Let me be clear: I am very aware that there are generational stereotypes. I am aware a great many books have been written about how generations, and generational descriptors in particular, are supposedly totally legit, based in data (again, supposedly), and in fact we can even predict how one generation will turn out according to how previous generations have acted. Like in cycles or something.

But they’re all just so stories. Not one of them, to my knowledge, holds up to any sort of scientific rigor. It’s pseudo-sociology.

But that’s not really what this thread is about, or even the thrust of my prior comments. The point is this: assertions and anecdotes aside, is there any actual evidence–like, data–to establish that the “marginal” protesters of the Vietnam era became the alt-right of today? Or is it just that boomers, like all generational cohorts, is a term that encompasses a wide number of people with very different attitudes, experiences, and beliefs, and it would be a mistake to assume that the venn diagram representing the fragment of the generation that forms the bias of our popular perceptions of them fifty years and the fragment of the generation that has gained notoriety for seizing on the the alt-right today is by no means a circle?

Do you have any kind of evidence supporting that assertion. Please don’t point to your cites above. I want to know if there is any kind of study that has tracked attitudes of groups* or individuals regarding politics, morals and so forth, i.e. something that confirms that the guy who was going with the flow then is a supporter of TFG now. I’m sure some are, while some are not. Painting a whole generation with the same broad brush is a bit imprecise.

FTR: I don’t hate the boomers. I hate that the greediest generation in history got away with it and left scraps for us who came after. If given the opportunity, I’d have done the same.

*I don’t mean a whole generation. With groups I think of reducing it to e.g. “The graduates from law school in Berkley in 1976” or “Discharged with honors from [military branch] in 1973.”

Team, as I mentioned above, I did not realize this was in Great Debates, otherwise I would not have posted. If a citation from the generations leading spokesperson calling his generation selfish, a charge which became part of the national discourse about his generation, in which he describes the process of how deadheads became Evangelicals, in a piece which, 45-years later, sounds really Ur-MAGA doesn’t convince you, I will admit defeat as I am not going to do so myself.

Therefore, this being a lovely fall Saturday and having a franchise exposition to go to for work reasons, I am withdrawing from the debate and putting this one on ‘normal’. Y’all have a beautiful day.

Leading spokesperson from my generation?? Why on earth would we give Wolfe such credence? He may have had some good points on some topics, but he hardly has the credentials to claim expertise in those other areas. I appreciate Linus Pauling for his acumen about chemical bonding and his peace work, and receiving 2 Nobel prizes in his lifetime, but I do NOT embrace his other ideas, which have tended towards the whacko.
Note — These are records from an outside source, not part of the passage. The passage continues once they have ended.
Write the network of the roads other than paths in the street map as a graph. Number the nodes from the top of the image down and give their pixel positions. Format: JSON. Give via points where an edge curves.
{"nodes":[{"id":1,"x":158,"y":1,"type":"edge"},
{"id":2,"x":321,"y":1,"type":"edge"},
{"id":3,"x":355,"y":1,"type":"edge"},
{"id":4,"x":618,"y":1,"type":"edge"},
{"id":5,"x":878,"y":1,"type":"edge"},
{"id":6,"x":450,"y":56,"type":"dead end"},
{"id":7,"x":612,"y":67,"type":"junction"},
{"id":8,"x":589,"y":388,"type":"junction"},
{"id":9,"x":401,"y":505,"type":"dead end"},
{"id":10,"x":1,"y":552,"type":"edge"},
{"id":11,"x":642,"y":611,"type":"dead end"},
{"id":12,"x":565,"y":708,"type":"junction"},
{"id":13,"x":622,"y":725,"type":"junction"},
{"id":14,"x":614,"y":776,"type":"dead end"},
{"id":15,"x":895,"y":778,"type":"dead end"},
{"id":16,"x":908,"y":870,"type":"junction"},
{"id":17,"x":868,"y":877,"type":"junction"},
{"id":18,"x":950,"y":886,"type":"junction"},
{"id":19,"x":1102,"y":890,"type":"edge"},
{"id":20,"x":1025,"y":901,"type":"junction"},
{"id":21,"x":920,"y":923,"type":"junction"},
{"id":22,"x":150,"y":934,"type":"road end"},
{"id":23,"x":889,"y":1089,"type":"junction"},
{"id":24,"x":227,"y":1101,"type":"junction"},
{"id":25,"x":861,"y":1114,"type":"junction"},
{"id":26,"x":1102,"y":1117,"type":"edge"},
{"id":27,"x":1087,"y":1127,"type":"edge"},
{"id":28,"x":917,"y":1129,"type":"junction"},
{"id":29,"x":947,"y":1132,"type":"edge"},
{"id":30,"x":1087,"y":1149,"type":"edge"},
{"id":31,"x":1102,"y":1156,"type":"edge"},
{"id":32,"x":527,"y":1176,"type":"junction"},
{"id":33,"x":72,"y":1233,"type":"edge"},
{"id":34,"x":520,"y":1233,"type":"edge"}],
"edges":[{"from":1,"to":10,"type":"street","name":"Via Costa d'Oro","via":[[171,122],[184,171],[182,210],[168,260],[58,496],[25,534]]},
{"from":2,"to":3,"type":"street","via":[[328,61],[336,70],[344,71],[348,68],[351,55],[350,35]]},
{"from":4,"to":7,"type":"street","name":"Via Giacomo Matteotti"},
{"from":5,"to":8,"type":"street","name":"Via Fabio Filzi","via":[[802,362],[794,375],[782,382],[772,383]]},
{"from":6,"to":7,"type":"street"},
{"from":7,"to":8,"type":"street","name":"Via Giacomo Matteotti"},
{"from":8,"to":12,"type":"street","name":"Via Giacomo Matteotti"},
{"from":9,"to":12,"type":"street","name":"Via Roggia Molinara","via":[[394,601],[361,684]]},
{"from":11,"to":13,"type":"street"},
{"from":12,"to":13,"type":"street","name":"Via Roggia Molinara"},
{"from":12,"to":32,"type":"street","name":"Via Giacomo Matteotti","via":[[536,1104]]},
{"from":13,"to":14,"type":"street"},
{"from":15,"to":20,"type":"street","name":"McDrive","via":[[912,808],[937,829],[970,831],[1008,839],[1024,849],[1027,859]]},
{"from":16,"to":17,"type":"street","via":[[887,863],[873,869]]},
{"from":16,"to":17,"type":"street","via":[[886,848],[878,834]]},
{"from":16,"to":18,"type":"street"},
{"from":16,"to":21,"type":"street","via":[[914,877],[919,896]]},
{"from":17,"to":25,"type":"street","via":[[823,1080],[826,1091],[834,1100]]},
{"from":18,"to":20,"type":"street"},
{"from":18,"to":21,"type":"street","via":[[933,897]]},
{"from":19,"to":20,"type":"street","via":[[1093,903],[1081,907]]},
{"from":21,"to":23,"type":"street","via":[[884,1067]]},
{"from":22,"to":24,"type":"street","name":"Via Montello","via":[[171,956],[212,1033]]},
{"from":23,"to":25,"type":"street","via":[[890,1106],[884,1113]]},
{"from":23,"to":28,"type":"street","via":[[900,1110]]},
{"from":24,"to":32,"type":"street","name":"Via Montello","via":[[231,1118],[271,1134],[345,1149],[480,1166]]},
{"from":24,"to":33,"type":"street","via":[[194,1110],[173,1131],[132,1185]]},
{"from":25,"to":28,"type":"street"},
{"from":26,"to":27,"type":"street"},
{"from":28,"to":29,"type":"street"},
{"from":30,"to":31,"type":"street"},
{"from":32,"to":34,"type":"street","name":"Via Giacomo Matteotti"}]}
Indeed. A generation is made up of people with voices, but it does not have a voice. People have voices. Which voices get amplified and so form part of the popular perception of a generation is another matter. Whether those voices are–or even could be considered–representative is yet another. Personally, I think the idea of finding attitudes “representative” of a generation is pretty much incoherent. Because, again, people have attitudes, generations don’t.

And none of that gets us any closer to the assertion–still unsupported, so far as I can tell–that we might reliably map anti-war or counterculture types of the 1960s to the alt-right of today.

Seriously. Tom Fucking Wolfe? He was born in 1930.

And when was Abbie Hoffman born? Most of the leaders of the 60s generation were born in the 30s.